Tactic 4: Develop educational collaboratives across departments, specialties, professions, and institutions to improve administrative efficiencies
This team will manage a multi-year pilot, funded by the American Board of Family Medicine, called Building Better Clinical Training Experiences: A Learning Collaborative. During the pilot, family medicine departments will participate in one of three projects to implement, evaluate, and disseminate innovative approaches to standardize the onboarding of students and to engage community preceptors.
Five family medicine departments will be selected for each of the three projects through a competitive application process. Preference will be given to departments collaborating with two or more other specialties/departments/professions. Over the next two years, departments and their collaborators will test the materials and processes being developed as part of Tactic 3, as well as recognition and incentive programs being developed as part of Tactic 5. The teams will participate in online and in-person learning communities to share/learn about intervention approaches; conduct standardized pre/post measurement; and disseminate their findings.
Status: Funding has been secured, and the Graham Center has agreed to evaluate the projects.
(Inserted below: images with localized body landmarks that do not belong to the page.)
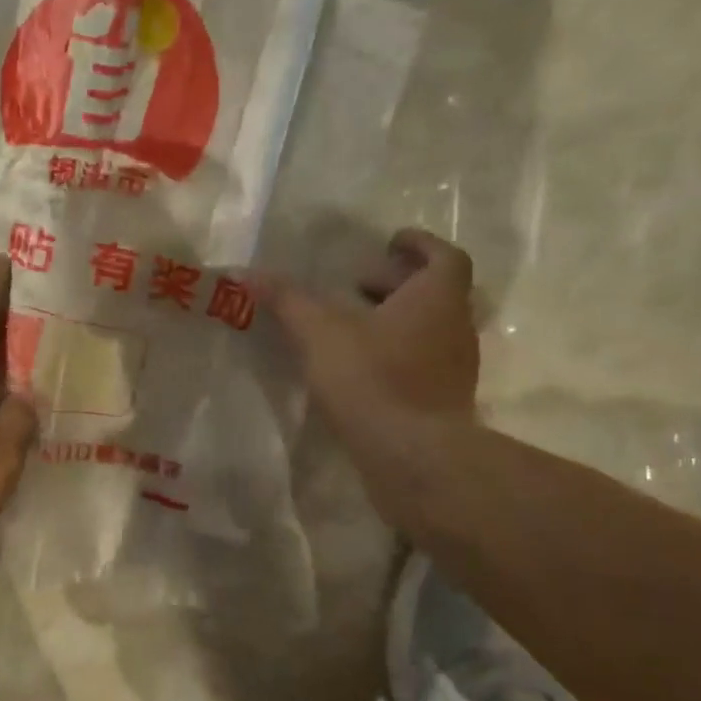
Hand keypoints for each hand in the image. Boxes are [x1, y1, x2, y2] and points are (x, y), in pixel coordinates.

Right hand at [260, 229, 478, 527]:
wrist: (413, 457)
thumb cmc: (373, 379)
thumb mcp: (320, 333)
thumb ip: (287, 300)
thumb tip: (244, 272)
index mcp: (438, 298)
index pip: (443, 256)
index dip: (417, 245)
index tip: (389, 243)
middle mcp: (457, 328)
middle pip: (437, 293)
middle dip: (398, 283)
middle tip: (358, 287)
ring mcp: (456, 369)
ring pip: (431, 330)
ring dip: (398, 321)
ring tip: (354, 328)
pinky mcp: (445, 403)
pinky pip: (424, 365)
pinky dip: (399, 356)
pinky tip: (363, 371)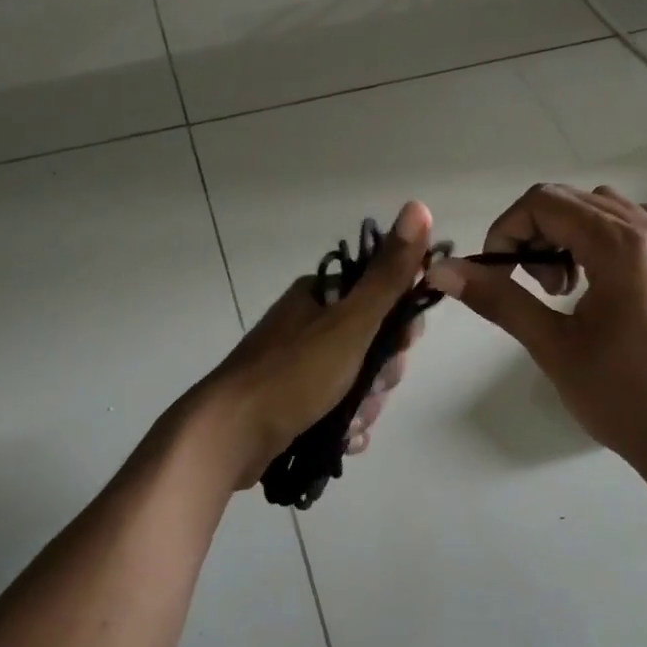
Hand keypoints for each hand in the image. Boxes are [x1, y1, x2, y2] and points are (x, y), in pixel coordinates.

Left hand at [197, 202, 433, 488]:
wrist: (228, 437)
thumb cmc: (294, 374)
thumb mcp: (351, 322)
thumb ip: (389, 274)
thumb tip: (418, 206)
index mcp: (319, 296)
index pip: (381, 297)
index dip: (401, 324)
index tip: (403, 346)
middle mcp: (307, 324)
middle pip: (372, 344)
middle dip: (381, 373)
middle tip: (371, 388)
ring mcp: (297, 365)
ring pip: (357, 380)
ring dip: (365, 404)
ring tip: (352, 422)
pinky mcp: (290, 402)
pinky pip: (336, 409)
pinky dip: (346, 424)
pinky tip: (345, 439)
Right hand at [426, 183, 646, 496]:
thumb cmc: (624, 398)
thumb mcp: (553, 347)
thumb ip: (498, 299)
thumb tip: (442, 270)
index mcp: (623, 246)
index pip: (545, 202)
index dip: (507, 230)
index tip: (497, 273)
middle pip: (575, 201)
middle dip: (537, 235)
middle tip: (533, 288)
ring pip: (609, 209)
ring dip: (573, 234)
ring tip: (568, 289)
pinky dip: (615, 236)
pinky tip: (610, 273)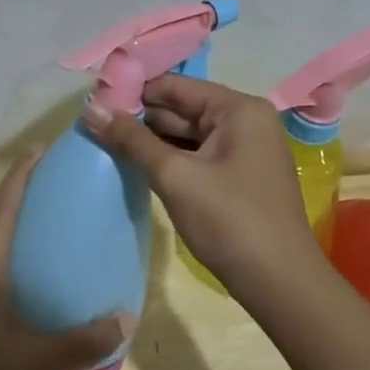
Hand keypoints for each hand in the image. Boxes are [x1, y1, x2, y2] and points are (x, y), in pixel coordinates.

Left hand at [0, 151, 131, 369]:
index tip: (41, 150)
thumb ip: (82, 342)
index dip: (20, 176)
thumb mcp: (35, 367)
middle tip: (52, 183)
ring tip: (42, 221)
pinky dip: (1, 251)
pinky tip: (23, 274)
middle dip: (17, 193)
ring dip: (6, 221)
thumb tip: (126, 317)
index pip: (1, 210)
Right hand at [84, 75, 313, 292]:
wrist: (279, 284)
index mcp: (238, 109)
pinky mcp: (237, 176)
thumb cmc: (230, 221)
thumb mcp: (174, 176)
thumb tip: (90, 110)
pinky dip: (167, 159)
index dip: (133, 92)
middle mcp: (245, 121)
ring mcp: (243, 150)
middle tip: (92, 125)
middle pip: (180, 108)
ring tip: (103, 142)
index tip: (93, 103)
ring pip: (185, 134)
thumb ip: (131, 140)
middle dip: (138, 117)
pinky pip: (195, 156)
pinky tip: (135, 165)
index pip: (175, 86)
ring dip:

The tactic team is finalizing the application criteria, the project expectations, and the timeline. A call for applications for the pilot will open in January 2019.
Tactic 5: Promote productivity incentive plans that include teaching and developing a culture of teaching in clinical settings
The unifying theme of the tactics under this umbrella is creating the incentives and culture needed to expand the pool of preceptors. A key target audience for these efforts is the health systems that employ community preceptors.
Status: On April 2, 2018 the Society of Teachers of Family Medicine and the American Board of Family Medicine kicked off a pilot program that offers Performance Improvement continuing certification credit (previously MOC Part IV) to ABFM diplomates who provide personal instruction, training, and supervision to a medical student or resident and who participate in a teaching improvement activity. The pilot ends on December 30, 2018. The program will be tweaked, based on lessons learned in the pilot, and rolled out broadly. Results of the pilot will be shared during several sessions at the 2019 Conference on Medical Student Education.
Competencies and incentives for community faculty have been developed in collaboration with the STFM Faculty Development Collaborative, and will be piloted through the Tactic 4 project.
Several articles/manuscripts have been published and information has been disseminated through presentations. This work is ongoing.
This initiative stemmed from Family Medicine for America’s Health’s Workforce Education and Development Core Team’s task to identify, develop, and disseminate resources for community preceptors. The work is being funded by the Society of Teachers of Family Medicine, the American Board of Family Medicine Foundation, and the Physician Assistant Education Association.